* **What to produce**: Find all lines below containing the string "road" and return them.

* **Extracted entries**:
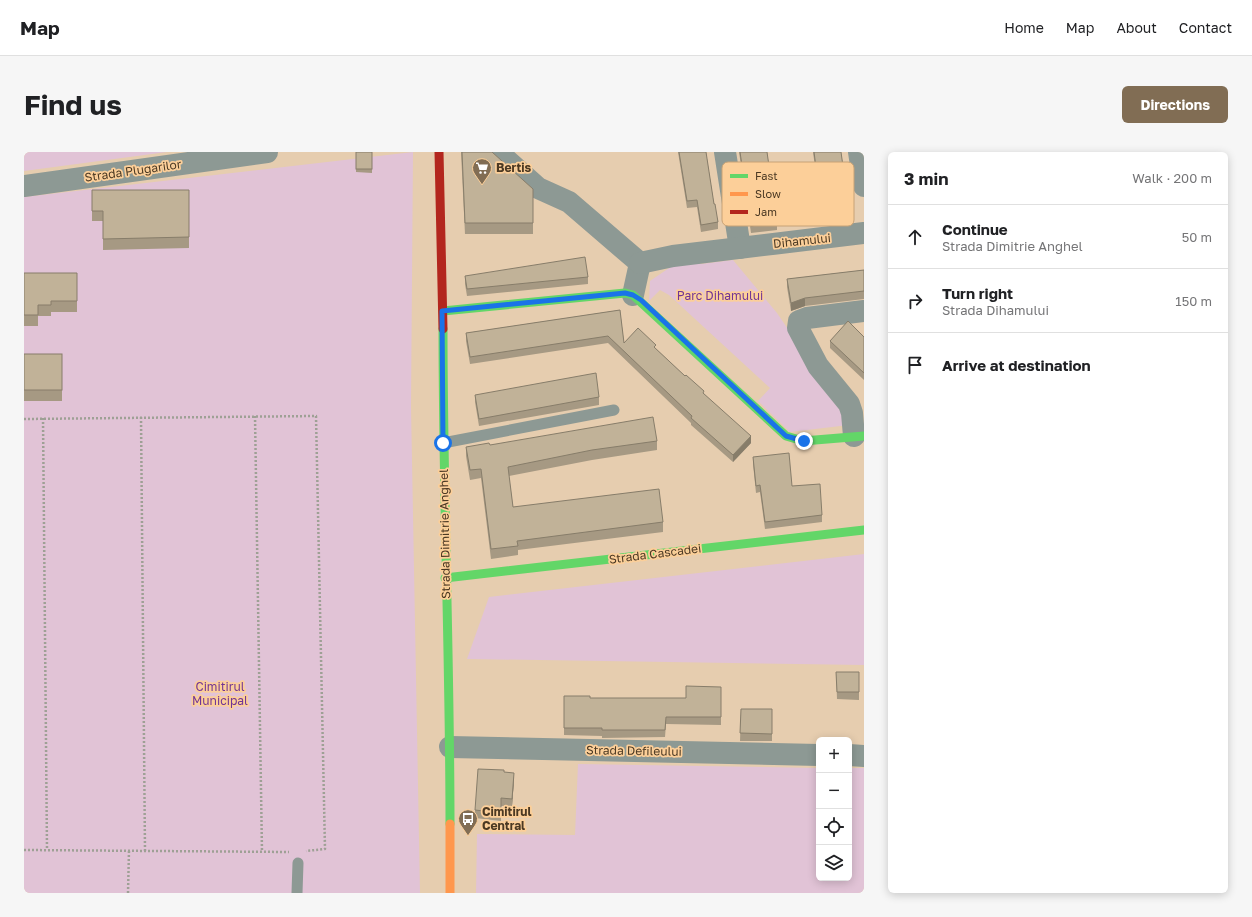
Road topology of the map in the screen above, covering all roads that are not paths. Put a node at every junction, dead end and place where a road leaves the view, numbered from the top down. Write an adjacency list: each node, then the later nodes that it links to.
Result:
1 (267, 152): 7 (street, Strada Plugarilor)
2 (439, 152): 14 (street, Strada Dimitrie Anghel)
3 (725, 152): 6 (street)
4 (859, 152): 8 (street)
5 (500, 154): 12 (street)
6 (727, 162)
7 (24, 186)
8 (864, 186)
9 (737, 226): 11 (street)
10 (864, 233): 11 (street, Dihamului)
11 (740, 248): 12 (street, Dihamului)
12 (640, 263): 13 (street)
13 (633, 295): 14 (street); 17 (street)
14 (442, 311): 18 (street, Strada Dimitrie Anghel)
15 (864, 311): 17 (street)
16 (614, 410): 18 (lane)
17 (859, 436)
18 (443, 443): 20 (street, Strada Dimitrie Anghel)
19 (864, 530): 20 (street, Strada Cascadei)
20 (445, 578): 21 (street, Strada Dimitrie Anghel)
21 (450, 747): 22 (street, Strada Defileului); 27 (street, Strada Dimitrie Anghel)
22 (816, 755)
23 (852, 755): 24 (street)
24 (864, 756)
25 (298, 857): 26 (lane)
26 (297, 893)
27 (450, 893)

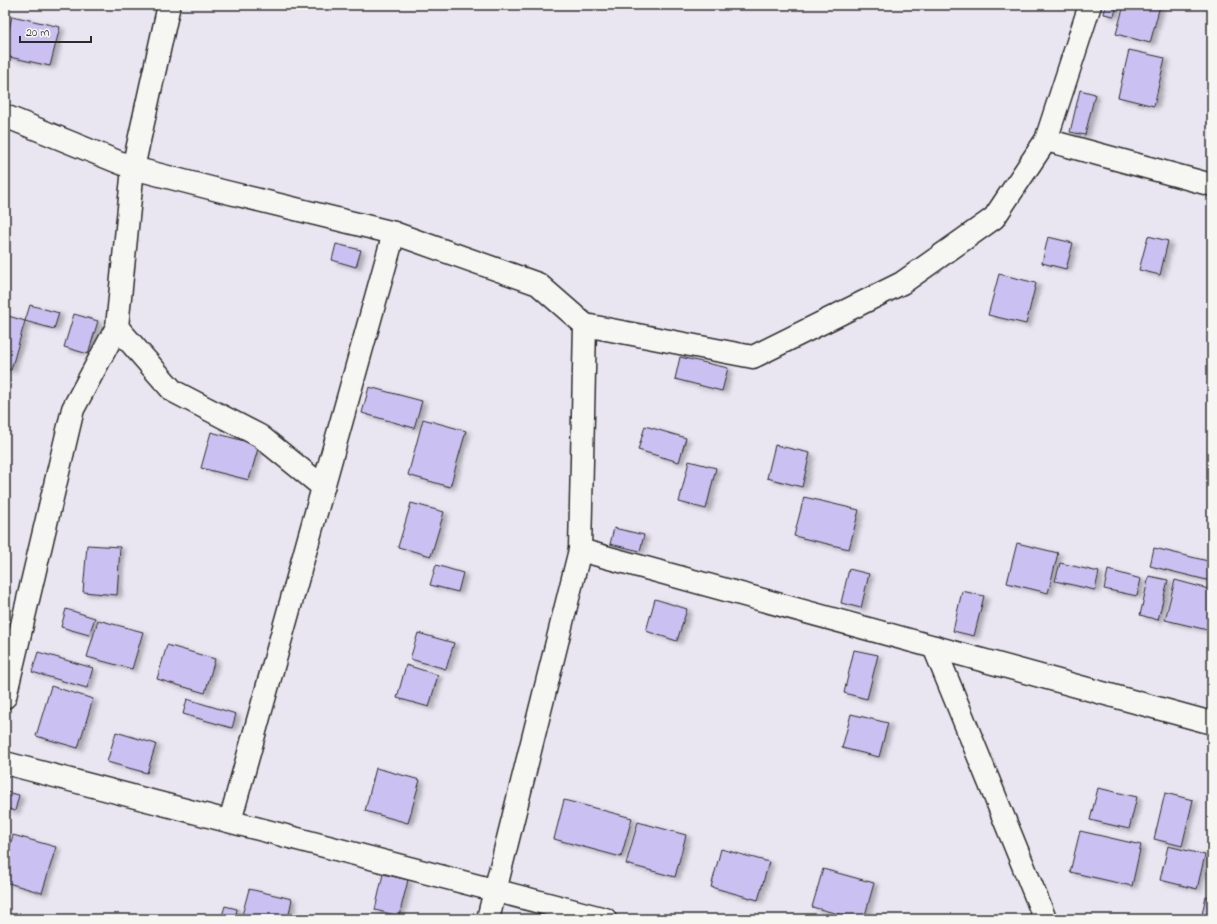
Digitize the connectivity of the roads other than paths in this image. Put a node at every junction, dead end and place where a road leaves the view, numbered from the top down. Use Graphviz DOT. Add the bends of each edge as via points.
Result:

* **Written solution**:
Road topology of the map in the screen above, covering all roads that are not paths. Put a node at every junction, dead end and place where a road leaves the view, numbered from the top down. Write an adjacency list: each node, then the later nodes that it links to.
Digitize the connectivity of the roads other than paths in this image. Put a node at every junction, dead end and place where a road leaves the view, numbered from the top down. Use Graphviz DOT. Add the bends of each edge as via points.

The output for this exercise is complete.